[Data extracted from a collection]
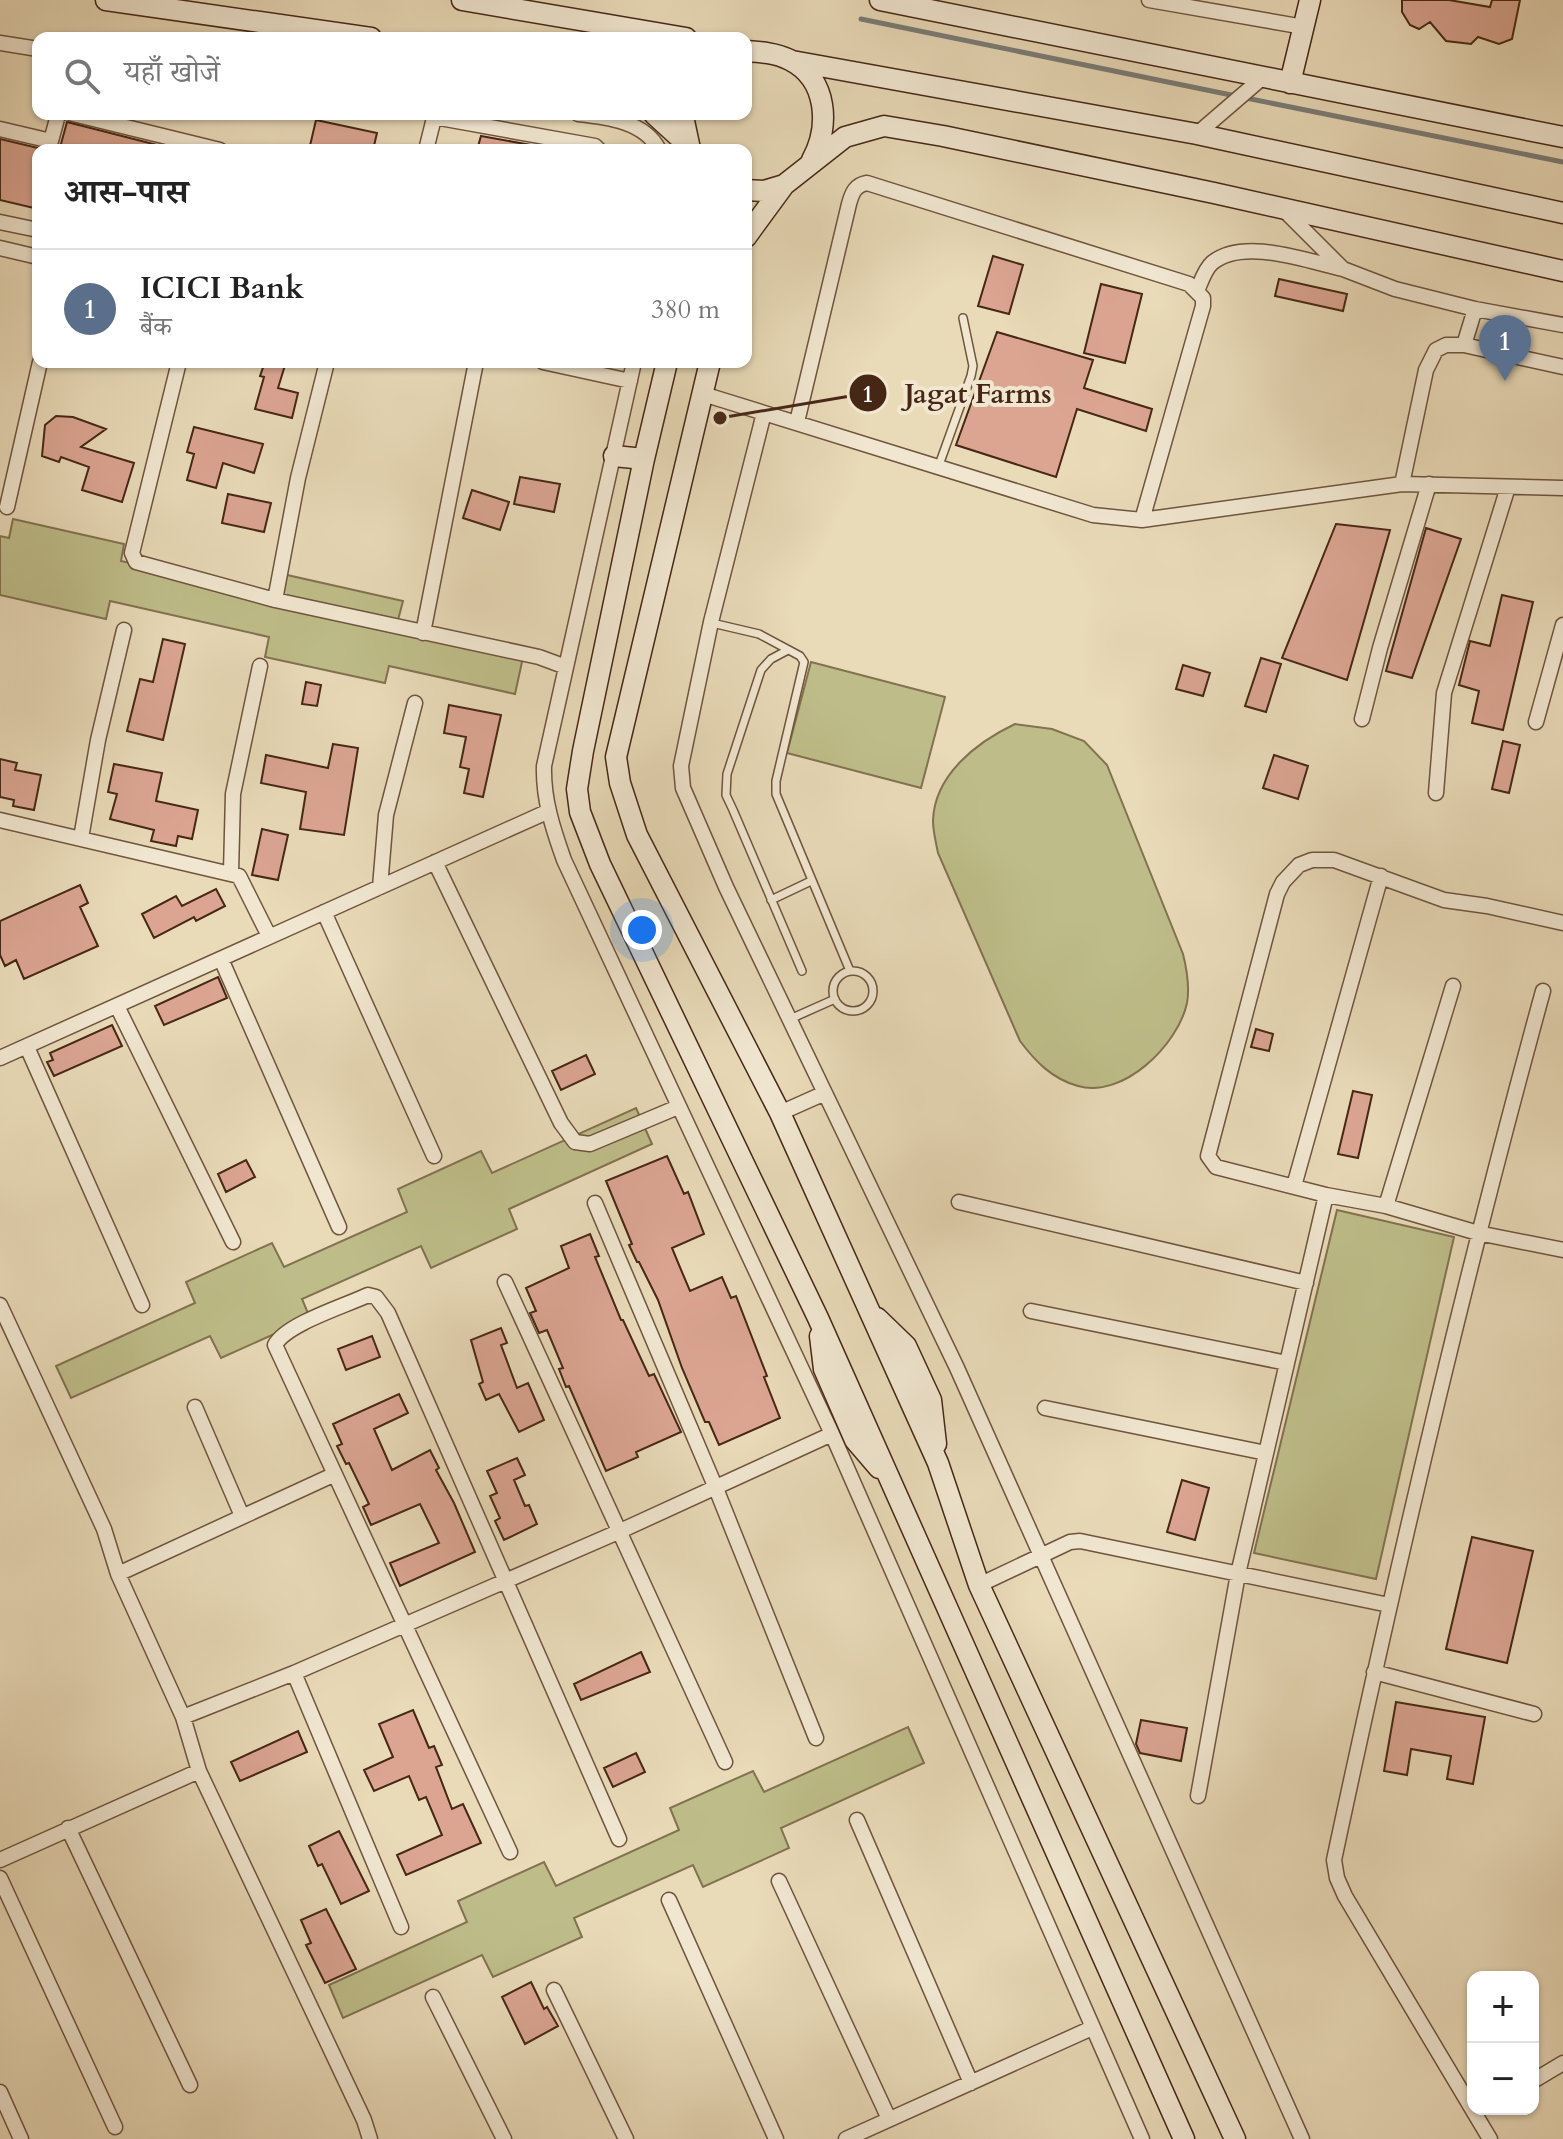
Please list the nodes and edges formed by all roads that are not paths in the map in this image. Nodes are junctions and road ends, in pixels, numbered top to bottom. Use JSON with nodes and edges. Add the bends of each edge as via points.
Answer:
{"nodes":[{"id":1,"x":106,"y":0,"type":"edge"},
{"id":2,"x":462,"y":0,"type":"edge"},
{"id":3,"x":880,"y":0,"type":"edge"},
{"id":4,"x":1149,"y":0,"type":"edge"},
{"id":5,"x":1310,"y":0,"type":"edge"},
{"id":6,"x":285,"y":26,"type":"junction"},
{"id":7,"x":1304,"y":27,"type":"junction"},
{"id":8,"x":272,"y":32,"type":"edge"},
{"id":9,"x":328,"y":32,"type":"edge"},
{"id":10,"x":651,"y":32,"type":"edge"},
{"id":11,"x":0,"y":43,"type":"edge"},
{"id":12,"x":32,"y":48,"type":"edge"},
{"id":13,"x":752,"y":52,"type":"edge"},
{"id":14,"x":792,"y":61,"type":"junction"},
{"id":15,"x":1290,"y":83,"type":"junction"},
{"id":16,"x":1255,"y":84,"type":"junction"},
{"id":17,"x":57,"y":120,"type":"edge"},
{"id":18,"x":98,"y":120,"type":"edge"},
{"id":19,"x":433,"y":120,"type":"edge"},
{"id":20,"x":455,"y":120,"type":"edge"},
{"id":21,"x":616,"y":120,"type":"edge"},
{"id":22,"x":660,"y":120,"type":"edge"},
{"id":23,"x":686,"y":120,"type":"edge"},
{"id":24,"x":0,"y":129,"type":"edge"},
{"id":25,"x":1197,"y":134,"type":"junction"},
{"id":26,"x":1563,"y":137,"type":"edge"},
{"id":27,"x":196,"y":144,"type":"edge"},
{"id":28,"x":427,"y":144,"type":"edge"},
{"id":29,"x":584,"y":144,"type":"edge"},
{"id":30,"x":656,"y":144,"type":"edge"},
{"id":31,"x":686,"y":144,"type":"edge"},
{"id":32,"x":689,"y":144,"type":"edge"},
{"id":33,"x":810,"y":164,"type":"junction"},
{"id":34,"x":784,"y":185,"type":"junction"},
{"id":35,"x":752,"y":190,"type":"edge"},
{"id":36,"x":1282,"y":209,"type":"junction"},
{"id":37,"x":1563,"y":213,"type":"edge"},
{"id":38,"x":0,"y":222,"type":"edge"},
{"id":39,"x":32,"y":229,"type":"edge"},
{"id":40,"x":752,"y":229,"type":"edge"},
{"id":41,"x":0,"y":248,"type":"edge"},
{"id":42,"x":32,"y":256,"type":"edge"},
{"id":43,"x":1343,"y":269,"type":"junction"},
{"id":44,"x":1563,"y":271,"type":"edge"},
{"id":45,"x":1197,"y":291,"type":"junction"},
{"id":46,"x":1475,"y":309,"type":"junction"},
{"id":47,"x":963,"y":318,"type":"dead end"},
{"id":48,"x":1563,"y":325,"type":"edge"},
{"id":49,"x":1464,"y":345,"type":"junction"},
{"id":50,"x":1563,"y":367,"type":"edge"},
{"id":51,"x":39,"y":368,"type":"edge"},
{"id":52,"x":177,"y":368,"type":"edge"},
{"id":53,"x":326,"y":368,"type":"edge"},
{"id":54,"x":475,"y":368,"type":"edge"},
{"id":55,"x":570,"y":368,"type":"edge"},
{"id":56,"x":633,"y":368,"type":"edge"},
{"id":57,"x":666,"y":368,"type":"edge"},
{"id":58,"x":709,"y":368,"type":"edge"},
{"id":59,"x":630,"y":381,"type":"junction"},
{"id":60,"x":703,"y":394,"type":"junction"},
{"id":61,"x":764,"y":413,"type":"junction"},
{"id":62,"x":797,"y":422,"type":"junction"},
{"id":63,"x":614,"y":456,"type":"junction"},
{"id":64,"x":644,"y":459,"type":"junction"},
{"id":65,"x":939,"y":465,"type":"junction"},
{"id":66,"x":1402,"y":484,"type":"junction"},
{"id":67,"x":1429,"y":484,"type":"junction"},
{"id":68,"x":1508,"y":487,"type":"junction"},
{"id":69,"x":1563,"y":488,"type":"edge"},
{"id":70,"x":7,"y":507,"type":"dead end"},
{"id":71,"x":1142,"y":520,"type":"junction"},
{"id":72,"x":275,"y":600,"type":"junction"},
{"id":73,"x":711,"y":622,"type":"junction"},
{"id":74,"x":1563,"y":625,"type":"edge"},
{"id":75,"x":124,"y":630,"type":"dead end"},
{"id":76,"x":423,"y":633,"type":"junction"},
{"id":77,"x":788,"y":650,"type":"junction"},
{"id":78,"x":260,"y":666,"type":"dead end"},
{"id":79,"x":566,"y":667,"type":"junction"},
{"id":80,"x":415,"y":703,"type":"dead end"},
{"id":81,"x":1362,"y":719,"type":"dead end"},
{"id":82,"x":1536,"y":722,"type":"dead end"},
{"id":83,"x":1436,"y":793,"type":"dead end"},
{"id":84,"x":549,"y":811,"type":"junction"},
{"id":85,"x":0,"y":820,"type":"edge"},
{"id":86,"x":81,"y":838,"type":"junction"},
{"id":87,"x":435,"y":862,"type":"junction"},
{"id":88,"x":231,"y":872,"type":"junction"},
{"id":89,"x":1381,"y":876,"type":"junction"},
{"id":90,"x":811,"y":881,"type":"junction"},
{"id":91,"x":380,"y":887,"type":"junction"},
{"id":92,"x":771,"y":900,"type":"junction"},
{"id":93,"x":324,"y":912,"type":"junction"},
{"id":94,"x":1563,"y":923,"type":"edge"},
{"id":95,"x":269,"y":936,"type":"junction"},
{"id":96,"x":221,"y":959,"type":"junction"},
{"id":97,"x":802,"y":971,"type":"dead end"},
{"id":98,"x":850,"y":971,"type":"junction"},
{"id":99,"x":1453,"y":986,"type":"dead end"},
{"id":100,"x":1543,"y":991,"type":"dead end"},
{"id":101,"x":835,"y":999,"type":"junction"},
{"id":102,"x":117,"y":1006,"type":"junction"},
{"id":103,"x":789,"y":1020,"type":"junction"},
{"id":104,"x":27,"y":1047,"type":"junction"},
{"id":105,"x":0,"y":1058,"type":"edge"},
{"id":106,"x":825,"y":1093,"type":"junction"},
{"id":107,"x":678,"y":1107,"type":"junction"},
{"id":108,"x":780,"y":1113,"type":"junction"},
{"id":109,"x":434,"y":1156,"type":"dead end"},
{"id":110,"x":1294,"y":1186,"type":"junction"},
{"id":111,"x":1326,"y":1195,"type":"junction"},
{"id":112,"x":959,"y":1202,"type":"dead end"},
{"id":113,"x":595,"y":1203,"type":"dead end"},
{"id":114,"x":1386,"y":1206,"type":"junction"},
{"id":115,"x":339,"y":1227,"type":"dead end"},
{"id":116,"x":1478,"y":1233,"type":"junction"},
{"id":117,"x":233,"y":1242,"type":"dead end"},
{"id":118,"x":1562,"y":1246,"type":"edge"},
{"id":119,"x":505,"y":1282,"type":"dead end"},
{"id":120,"x":1306,"y":1283,"type":"junction"},
{"id":121,"x":0,"y":1305,"type":"edge"},
{"id":122,"x":142,"y":1305,"type":"dead end"},
{"id":123,"x":1031,"y":1311,"type":"dead end"},
{"id":124,"x":1287,"y":1363,"type":"junction"},
{"id":125,"x":195,"y":1407,"type":"dead end"},
{"id":126,"x":1045,"y":1408,"type":"dead end"},
{"id":127,"x":832,"y":1434,"type":"junction"},
{"id":128,"x":1266,"y":1453,"type":"junction"},
{"id":129,"x":333,"y":1475,"type":"junction"},
{"id":130,"x":715,"y":1486,"type":"junction"},
{"id":131,"x":242,"y":1516,"type":"junction"},
{"id":132,"x":618,"y":1532,"type":"junction"},
{"id":133,"x":1041,"y":1556,"type":"junction"},
{"id":134,"x":118,"y":1574,"type":"junction"},
{"id":135,"x":1238,"y":1574,"type":"junction"},
{"id":136,"x":506,"y":1579,"type":"junction"},
{"id":137,"x":979,"y":1585,"type":"junction"},
{"id":138,"x":1389,"y":1605,"type":"junction"},
{"id":139,"x":403,"y":1624,"type":"junction"},
{"id":140,"x":1374,"y":1672,"type":"junction"},
{"id":141,"x":294,"y":1673,"type":"junction"},
{"id":142,"x":1534,"y":1714,"type":"dead end"},
{"id":143,"x":183,"y":1717,"type":"junction"},
{"id":144,"x":816,"y":1738,"type":"dead end"},
{"id":145,"x":725,"y":1762,"type":"dead end"},
{"id":146,"x":199,"y":1771,"type":"junction"},
{"id":147,"x":1198,"y":1796,"type":"dead end"},
{"id":148,"x":857,"y":1820,"type":"dead end"},
{"id":149,"x":68,"y":1828,"type":"junction"},
{"id":150,"x":619,"y":1839,"type":"dead end"},
{"id":151,"x":510,"y":1852,"type":"dead end"},
{"id":152,"x":0,"y":1860,"type":"edge"},
{"id":153,"x":0,"y":1878,"type":"edge"},
{"id":154,"x":779,"y":1881,"type":"dead end"},
{"id":155,"x":669,"y":1900,"type":"dead end"},
{"id":156,"x":401,"y":1927,"type":"dead end"},
{"id":157,"x":554,"y":1990,"type":"dead end"},
{"id":158,"x":433,"y":1997,"type":"dead end"},
{"id":159,"x":1092,"y":2028,"type":"junction"},
{"id":160,"x":1563,"y":2063,"type":"edge"},
{"id":161,"x":1539,"y":2077,"type":"edge"},
{"id":162,"x":971,"y":2083,"type":"junction"},
{"id":163,"x":190,"y":2085,"type":"dead end"},
{"id":164,"x":1467,"y":2089,"type":"edge"},
{"id":165,"x":0,"y":2092,"type":"edge"},
{"id":166,"x":1483,"y":2115,"type":"edge"},
{"id":167,"x":889,"y":2119,"type":"junction"},
{"id":168,"x":115,"y":2127,"type":"dead end"},
{"id":169,"x":21,"y":2139,"type":"edge"},
{"id":170,"x":370,"y":2139,"type":"edge"},
{"id":171,"x":504,"y":2139,"type":"edge"},
{"id":172,"x":626,"y":2139,"type":"edge"},
{"id":173,"x":776,"y":2139,"type":"edge"},
{"id":174,"x":846,"y":2139,"type":"edge"},
{"id":175,"x":1142,"y":2139,"type":"edge"},
{"id":176,"x":1184,"y":2139,"type":"edge"},
{"id":177,"x":1235,"y":2139,"type":"edge"},
{"id":178,"x":1302,"y":2139,"type":"edge"},
{"id":179,"x":1490,"y":2139,"type":"edge"}],
"edges":[{"from":1,"to":6,"type":"street"},
{"from":2,"to":10,"type":"street"},
{"from":3,"to":16,"type":"street"},
{"from":4,"to":7,"type":"street"},
{"from":5,"to":7,"type":"street"},
{"from":6,"to":8,"type":"street"},
{"from":6,"to":9,"type":"street"},
{"from":7,"to":15,"type":"street"},
{"from":11,"to":12,"type":"street"},
{"from":13,"to":14,"type":"street"},
{"from":14,"to":25,"type":"street"},
{"from":14,"to":33,"type":"street","via":[[821,97],[825,120]]},
{"from":15,"to":16,"type":"street"},
{"from":15,"to":26,"type":"street"},
{"from":16,"to":25,"type":"street"},
{"from":17,"to":24,"type":"street","via":[[51,141]]},
{"from":18,"to":27,"type":"street"},
{"from":19,"to":28,"type":"street"},
{"from":20,"to":29,"type":"street"},
{"from":21,"to":30,"type":"street"},
{"from":22,"to":31,"type":"street"},
{"from":23,"to":32,"type":"street"},
{"from":25,"to":37,"type":"street"},
{"from":33,"to":34,"type":"street"},
{"from":33,"to":36,"type":"street","via":[[845,137],[884,126]]},
{"from":34,"to":35,"type":"street"},
{"from":34,"to":40,"type":"street"},
{"from":36,"to":43,"type":"street"},
{"from":36,"to":44,"type":"street"},
{"from":38,"to":39,"type":"street"},
{"from":41,"to":42,"type":"street"},
{"from":43,"to":45,"type":"street","via":[[1257,250],[1225,255],[1210,265]]},
{"from":43,"to":46,"type":"street","via":[[1395,289]]},
{"from":45,"to":62,"type":"street","via":[[1189,284],[860,184],[849,204]]},
{"from":45,"to":71,"type":"street","via":[[1203,306]]},
{"from":46,"to":48,"type":"street"},
{"from":46,"to":49,"type":"street"},
{"from":47,"to":65,"type":"lane","via":[[973,366]]},
{"from":49,"to":50,"type":"street"},
{"from":49,"to":66,"type":"street","via":[[1446,345],[1430,357]]},
{"from":51,"to":70,"type":"street"},
{"from":52,"to":72,"type":"street","via":[[133,558]]},
{"from":53,"to":72,"type":"street"},
{"from":54,"to":76,"type":"street"},
{"from":55,"to":59,"type":"street"},
{"from":56,"to":59,"type":"street"},
{"from":57,"to":64,"type":"street"},
{"from":58,"to":60,"type":"street"},
{"from":59,"to":63,"type":"street"},
{"from":60,"to":61,"type":"street"},
{"from":60,"to":108,"type":"street","via":[[616,757],[637,835]]},
{"from":61,"to":62,"type":"street"},
{"from":61,"to":73,"type":"street"},
{"from":62,"to":65,"type":"street"},
{"from":63,"to":64,"type":"street"},
{"from":63,"to":79,"type":"street"},
{"from":64,"to":176,"type":"street","via":[[583,751],[577,789],[580,812],[897,1490]]},
{"from":65,"to":71,"type":"street","via":[[1093,515]]},
{"from":66,"to":67,"type":"street"},
{"from":66,"to":71,"type":"street"},
{"from":67,"to":68,"type":"street"},
{"from":67,"to":81,"type":"street"},
{"from":68,"to":69,"type":"street"},
{"from":68,"to":83,"type":"street","via":[[1444,693]]},
{"from":72,"to":76,"type":"street"},
{"from":73,"to":77,"type":"lane","via":[[759,634]]},
{"from":73,"to":103,"type":"street","via":[[681,766],[683,788]]},
{"from":74,"to":82,"type":"street"},
{"from":75,"to":86,"type":"street"},
{"from":76,"to":79,"type":"street"},
{"from":77,"to":90,"type":"lane","via":[[800,656],[804,667],[776,794]]},
{"from":77,"to":92,"type":"lane","via":[[761,670],[725,787]]},
{"from":78,"to":88,"type":"street","via":[[233,794]]},
{"from":79,"to":84,"type":"street","via":[[544,766]]},
{"from":80,"to":91,"type":"street","via":[[386,815]]},
{"from":84,"to":87,"type":"street"},
{"from":84,"to":107,"type":"street","via":[[564,860]]},
{"from":85,"to":86,"type":"street"},
{"from":86,"to":88,"type":"street"},
{"from":87,"to":91,"type":"street"},
{"from":87,"to":107,"type":"street","via":[[561,1123],[575,1142],[590,1144]]},
{"from":88,"to":95,"type":"street","via":[[239,876]]},
{"from":89,"to":94,"type":"street","via":[[1444,900]]},
{"from":89,"to":110,"type":"street"},
{"from":89,"to":110,"type":"street","via":[[1334,860],[1312,860],[1291,872],[1277,894],[1208,1156],[1216,1167]]},
{"from":90,"to":92,"type":"lane"},
{"from":90,"to":98,"type":"lane"},
{"from":91,"to":93,"type":"street"},
{"from":92,"to":97,"type":"lane"},
{"from":93,"to":95,"type":"street"},
{"from":93,"to":109,"type":"street"},
{"from":95,"to":96,"type":"street"},
{"from":96,"to":102,"type":"street"},
{"from":96,"to":115,"type":"street"},
{"from":98,"to":101,"type":"lane","via":[[837,980]]},
{"from":98,"to":101,"type":"lane","via":[[867,976],[871,999],[853,1011]]},
{"from":99,"to":114,"type":"street"},
{"from":100,"to":116,"type":"street"},
{"from":101,"to":103,"type":"lane"},
{"from":102,"to":104,"type":"street"},
{"from":102,"to":117,"type":"street"},
{"from":103,"to":106,"type":"street"},
{"from":104,"to":105,"type":"street"},
{"from":104,"to":122,"type":"street"},
{"from":106,"to":108,"type":"street"},
{"from":106,"to":133,"type":"street"},
{"from":107,"to":127,"type":"street"},
{"from":108,"to":137,"type":"street","via":[[869,1309],[906,1346],[931,1400],[938,1463]]},
{"from":110,"to":111,"type":"street"},
{"from":111,"to":114,"type":"street"},
{"from":111,"to":120,"type":"street"},
{"from":112,"to":120,"type":"street"},
{"from":113,"to":130,"type":"street"},
{"from":114,"to":116,"type":"street"},
{"from":116,"to":118,"type":"street"},
{"from":116,"to":138,"type":"street"},
{"from":119,"to":132,"type":"street"},
{"from":120,"to":124,"type":"street"},
{"from":121,"to":134,"type":"street","via":[[104,1529]]},
{"from":123,"to":124,"type":"street"},
{"from":124,"to":128,"type":"street"},
{"from":125,"to":131,"type":"street"},
{"from":126,"to":128,"type":"street"},
{"from":127,"to":130,"type":"street"},
{"from":127,"to":159,"type":"street"},
{"from":128,"to":135,"type":"street"},
{"from":129,"to":131,"type":"street"},
{"from":129,"to":136,"type":"street","via":[[275,1345],[295,1328],[368,1295],[388,1313]]},
{"from":129,"to":139,"type":"street"},
{"from":130,"to":132,"type":"street"},
{"from":130,"to":144,"type":"street"},
{"from":131,"to":134,"type":"street"},
{"from":132,"to":136,"type":"street"},
{"from":132,"to":145,"type":"street"},
{"from":133,"to":135,"type":"street","via":[[1080,1541]]},
{"from":133,"to":137,"type":"street"},
{"from":133,"to":178,"type":"street"},
{"from":134,"to":143,"type":"street"},
{"from":135,"to":138,"type":"street"},
{"from":135,"to":147,"type":"street"},
{"from":136,"to":139,"type":"street"},
{"from":136,"to":150,"type":"street"},
{"from":137,"to":177,"type":"street"},
{"from":138,"to":140,"type":"street"},
{"from":139,"to":141,"type":"street"},
{"from":139,"to":151,"type":"street"},
{"from":140,"to":142,"type":"street"},
{"from":140,"to":164,"type":"street","via":[[1334,1860],[1337,1878]]},
{"from":141,"to":143,"type":"street"},
{"from":141,"to":156,"type":"street"},
{"from":143,"to":146,"type":"street"},
{"from":146,"to":149,"type":"street"},
{"from":146,"to":170,"type":"street"},
{"from":148,"to":162,"type":"street"},
{"from":149,"to":152,"type":"street"},
{"from":149,"to":163,"type":"street"},
{"from":153,"to":168,"type":"street"},
{"from":154,"to":167,"type":"street"},
{"from":155,"to":173,"type":"street"},
{"from":157,"to":172,"type":"street"},
{"from":158,"to":171,"type":"street"},
{"from":159,"to":162,"type":"street"},
{"from":159,"to":175,"type":"street"},
{"from":160,"to":161,"type":"street"},
{"from":162,"to":167,"type":"street"},
{"from":165,"to":169,"type":"street"},
{"from":166,"to":179,"type":"street"},
{"from":167,"to":174,"type":"street"}]}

● **Task goal**: From the records, copy every line that has the string "nodes" in it.

● **Response to the task**:
Please list the nodes and edges formed by all roads that are not paths in the map in this image. Nodes are junctions and road ends, in pixels, numbered top to bottom. Use JSON with nodes and edges. Add the bends of each edge as via points.
{"nodes":[{"id":1,"x":106,"y":0,"type":"edge"},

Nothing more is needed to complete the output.